18 Massey St, Box Hill South sold for $1.445 million in August, making a substantial profit on its previous transaction for $818,000 in 2013. Source:Supplied

CoreLogic head of research Cameron Kusher said the data highlighted the strength of Melbourne’s near-bulletproof house market in recent years.

But it was a different story for the city’s units and apartments — the report found one in ten resold at a loss in the quarter.

“That figure is starting to fall, but it’s still a lot higher than what it is for houses,” Mr Kusher said.

“We’ve seen capital growth lagging behind in units. That’s the driving force behind the city’s weaker markets like Melbourne (CBD), which is almost dominated by units.”

About a quarter of CBD dwellings sold in the three months to September 30 earned less than their vendors had paid for them, equating to a total loss of $8.47 million at a median of $40,507 per sale.

High proportions of homeowners in Stonnington (16.9 per cent) and Moonee Valley (11.2 per cent) also experienced pain, making $2.88 million and $2.72 million in total losses respectively.
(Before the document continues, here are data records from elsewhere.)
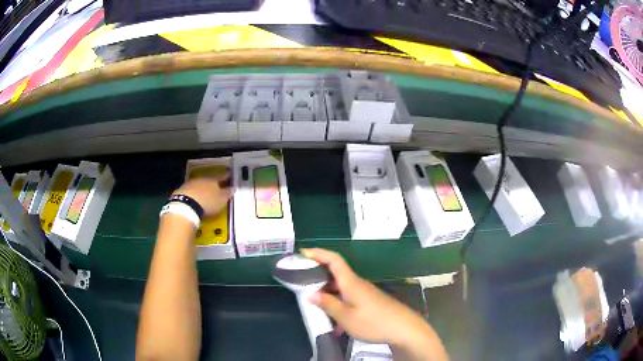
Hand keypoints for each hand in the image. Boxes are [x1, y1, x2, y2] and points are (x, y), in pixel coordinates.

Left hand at [172, 174, 231, 215]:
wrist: (186, 205)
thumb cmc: (207, 202)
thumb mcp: (221, 200)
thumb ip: (227, 193)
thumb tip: (233, 188)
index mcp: (213, 179)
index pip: (222, 176)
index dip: (226, 175)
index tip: (229, 174)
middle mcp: (202, 179)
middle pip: (209, 179)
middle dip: (212, 181)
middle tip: (216, 185)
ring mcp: (190, 183)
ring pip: (199, 183)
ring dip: (202, 187)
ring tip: (204, 193)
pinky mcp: (181, 190)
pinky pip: (190, 190)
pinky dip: (193, 193)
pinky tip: (194, 198)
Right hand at [302, 248, 448, 360]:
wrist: (404, 329)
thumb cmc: (373, 322)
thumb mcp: (346, 317)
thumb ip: (328, 304)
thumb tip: (311, 294)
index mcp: (351, 282)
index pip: (334, 260)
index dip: (318, 253)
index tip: (302, 253)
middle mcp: (357, 284)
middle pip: (335, 274)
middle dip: (318, 277)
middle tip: (301, 285)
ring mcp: (365, 293)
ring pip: (341, 289)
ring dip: (328, 296)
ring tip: (316, 309)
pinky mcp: (369, 302)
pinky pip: (349, 299)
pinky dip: (339, 306)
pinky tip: (336, 325)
Mr Kusher said these deficits were largely driven by an influx of off-the-plan apartment projects creating oversupplied markets in these areas.

On the flip side, every single home sold in the Mitchell, Moorabool and Murrindindi council areas in the September quarter made a profit.

Boroondara sellers made the biggest total windfall by value — a combined $281.4 million — followed by Whitehorse ($266.48 million) and Monash ($239.3 million).

Bayside vendors scored the highest median profit of $615,000 per sale.

Melbourne houses that were held for 8.5 years and units for 7.5 typically enjoyed price gains, while average hold periods for a loss were 3 and 6.1 years respectively.

Just 1.8 per cent of owner-occupiers sold properties at a loss compared to 6.4 per cent of investors.